0-2-2
An 0-2-2, in the Whyte notation for the classification of steam locomotives by wheel arrangement, is one that has two coupled driving wheels followed by two trailing wheels, with no leading wheels. The configuration was briefly built by Robert Stephenson and Company for the Liverpool and Manchester Railway
Equivalent classifications
Other equivalent classifications are:
- UIC classification: A1 (also known as German classification and Italian classification)
- French classification: 011
- Turkish classification: 12
- Swiss classification: 1/2
Liverpool & Manchester Railway
Rocket
The 0-2-2 or Northumbrian wheel arrangement was first used for Stephenson's Rocket, their entry for the Rainhill Trials of 1829, a competition to choose a locomotive design for the new Liverpool & Manchester Railway.[1] Stephenson recognised that the rules of the competition favoured a fast, light locomotive of only moderate hauling power.[2] Although George Stephenson's previous designs had been heavy four-coupled freight locomotives, Rocket was almost entirely new. Stephenson was an advocate of the adhesion railway, against the fashion of the time, and believed that the light loads for Rainhill would even allow just a single driving axle. This allowed the simplification of not requiring either a chain drive between the axles or Stephenson's invention of the external coupling rods.

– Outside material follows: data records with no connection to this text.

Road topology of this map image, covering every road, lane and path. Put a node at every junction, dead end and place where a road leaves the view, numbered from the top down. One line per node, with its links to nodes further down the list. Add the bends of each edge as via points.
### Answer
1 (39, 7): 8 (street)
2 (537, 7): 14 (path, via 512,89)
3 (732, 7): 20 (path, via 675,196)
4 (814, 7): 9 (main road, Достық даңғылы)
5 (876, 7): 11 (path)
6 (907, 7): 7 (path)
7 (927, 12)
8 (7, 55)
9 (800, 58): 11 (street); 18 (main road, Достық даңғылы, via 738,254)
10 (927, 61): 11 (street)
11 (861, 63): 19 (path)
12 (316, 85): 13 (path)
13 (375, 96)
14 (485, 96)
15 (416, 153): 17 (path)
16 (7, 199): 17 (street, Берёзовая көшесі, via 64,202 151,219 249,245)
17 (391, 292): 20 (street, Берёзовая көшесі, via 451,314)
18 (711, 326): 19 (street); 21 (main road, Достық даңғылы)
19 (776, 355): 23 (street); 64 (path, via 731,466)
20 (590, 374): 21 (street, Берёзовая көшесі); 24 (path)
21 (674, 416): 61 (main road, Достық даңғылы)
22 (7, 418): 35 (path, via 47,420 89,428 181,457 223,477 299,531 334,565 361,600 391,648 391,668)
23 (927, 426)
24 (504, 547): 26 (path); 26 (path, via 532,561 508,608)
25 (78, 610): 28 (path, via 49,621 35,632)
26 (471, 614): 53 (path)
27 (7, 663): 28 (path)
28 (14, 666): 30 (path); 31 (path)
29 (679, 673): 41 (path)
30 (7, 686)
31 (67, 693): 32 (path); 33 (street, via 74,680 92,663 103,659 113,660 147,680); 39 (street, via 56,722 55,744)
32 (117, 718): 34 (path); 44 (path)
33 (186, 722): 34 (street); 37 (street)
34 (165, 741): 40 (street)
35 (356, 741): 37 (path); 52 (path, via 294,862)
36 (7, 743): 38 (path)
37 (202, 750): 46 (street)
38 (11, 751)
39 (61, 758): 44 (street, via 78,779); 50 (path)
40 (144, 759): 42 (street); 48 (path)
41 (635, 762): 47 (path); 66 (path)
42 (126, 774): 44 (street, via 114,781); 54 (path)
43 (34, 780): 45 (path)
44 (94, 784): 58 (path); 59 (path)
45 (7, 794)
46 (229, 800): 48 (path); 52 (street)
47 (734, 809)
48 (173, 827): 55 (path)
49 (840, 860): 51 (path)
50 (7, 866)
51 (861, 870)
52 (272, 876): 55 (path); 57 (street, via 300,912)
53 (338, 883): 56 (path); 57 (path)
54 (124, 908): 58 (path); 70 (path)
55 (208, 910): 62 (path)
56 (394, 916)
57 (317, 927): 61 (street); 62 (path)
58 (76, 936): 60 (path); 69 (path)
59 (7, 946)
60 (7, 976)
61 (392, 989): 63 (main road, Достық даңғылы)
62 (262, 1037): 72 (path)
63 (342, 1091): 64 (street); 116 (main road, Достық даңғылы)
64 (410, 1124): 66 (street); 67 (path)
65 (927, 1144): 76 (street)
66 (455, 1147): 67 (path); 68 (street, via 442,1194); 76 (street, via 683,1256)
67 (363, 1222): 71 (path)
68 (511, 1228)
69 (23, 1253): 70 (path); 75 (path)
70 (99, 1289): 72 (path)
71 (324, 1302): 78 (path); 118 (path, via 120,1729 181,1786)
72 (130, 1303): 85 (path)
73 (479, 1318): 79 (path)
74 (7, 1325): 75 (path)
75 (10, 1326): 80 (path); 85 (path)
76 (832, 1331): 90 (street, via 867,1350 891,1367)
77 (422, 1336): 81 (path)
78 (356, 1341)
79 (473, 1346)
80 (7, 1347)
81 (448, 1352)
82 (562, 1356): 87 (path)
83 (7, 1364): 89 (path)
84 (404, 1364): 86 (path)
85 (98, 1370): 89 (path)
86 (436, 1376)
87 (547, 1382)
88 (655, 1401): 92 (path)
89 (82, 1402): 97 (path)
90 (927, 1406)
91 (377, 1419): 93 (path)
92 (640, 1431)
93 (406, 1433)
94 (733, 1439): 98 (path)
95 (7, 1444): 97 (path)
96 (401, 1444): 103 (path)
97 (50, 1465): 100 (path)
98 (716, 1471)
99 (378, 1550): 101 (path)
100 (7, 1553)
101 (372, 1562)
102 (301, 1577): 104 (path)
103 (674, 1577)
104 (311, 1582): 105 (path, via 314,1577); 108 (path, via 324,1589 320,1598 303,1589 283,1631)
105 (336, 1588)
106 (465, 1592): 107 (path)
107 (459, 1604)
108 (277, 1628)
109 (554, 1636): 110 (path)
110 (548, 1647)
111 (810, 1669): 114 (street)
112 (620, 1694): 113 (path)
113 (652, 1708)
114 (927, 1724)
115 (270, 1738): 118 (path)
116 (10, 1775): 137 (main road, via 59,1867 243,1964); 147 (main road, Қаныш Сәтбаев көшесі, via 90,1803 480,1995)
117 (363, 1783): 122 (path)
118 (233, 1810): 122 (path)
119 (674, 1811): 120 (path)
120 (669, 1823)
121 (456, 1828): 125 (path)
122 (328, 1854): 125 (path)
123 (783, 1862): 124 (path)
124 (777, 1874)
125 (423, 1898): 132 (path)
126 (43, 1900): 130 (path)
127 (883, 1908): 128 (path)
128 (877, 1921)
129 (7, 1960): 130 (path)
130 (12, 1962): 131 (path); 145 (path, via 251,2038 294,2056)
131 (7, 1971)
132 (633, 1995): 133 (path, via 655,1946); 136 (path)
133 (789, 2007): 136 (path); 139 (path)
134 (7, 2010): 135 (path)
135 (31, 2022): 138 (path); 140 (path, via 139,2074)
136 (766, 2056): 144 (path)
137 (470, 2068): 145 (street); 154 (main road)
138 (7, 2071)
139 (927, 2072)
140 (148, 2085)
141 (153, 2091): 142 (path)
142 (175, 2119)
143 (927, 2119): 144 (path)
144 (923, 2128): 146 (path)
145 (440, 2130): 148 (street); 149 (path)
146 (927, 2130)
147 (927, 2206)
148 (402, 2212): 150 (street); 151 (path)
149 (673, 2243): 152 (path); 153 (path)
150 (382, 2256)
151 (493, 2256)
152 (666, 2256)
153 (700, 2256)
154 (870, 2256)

Achieving adequate traction required more of Rocket's weight to be over the driving axle than the carrying axle. The heavy boiler was placed forwards, with the axle beneath it, giving a 0-2-2 layout rather than 2-2-0. The cylinders were set at a steep angle, as used the year before for Lancashire Witch, rather than the typical vertical cylinders of this period. The cylinders were thus over the firebox and both driver and fireman shared a footplate at the same, rear, end of the engine. Previously they had often been separated to their own ends of the engine.
Novelty
Ericsson and Braithwaite's entry for the Trials, their Novelty, was an 0-2-2 well tank locomotive.[3] Both the driving wheels and trailing wheels were the same size, and there may also have been the facility to fit a coupling chain drive to give better adhesion 'when needed'. Novelty has also been described as a 2-2-0WT design,[4] as there is no clear 'front' or 'rear' to this design.
Northumbrian
Rocket was the only locomotive to complete the trials successfully and Stephenson became the supplier of locomotives to the L&MR.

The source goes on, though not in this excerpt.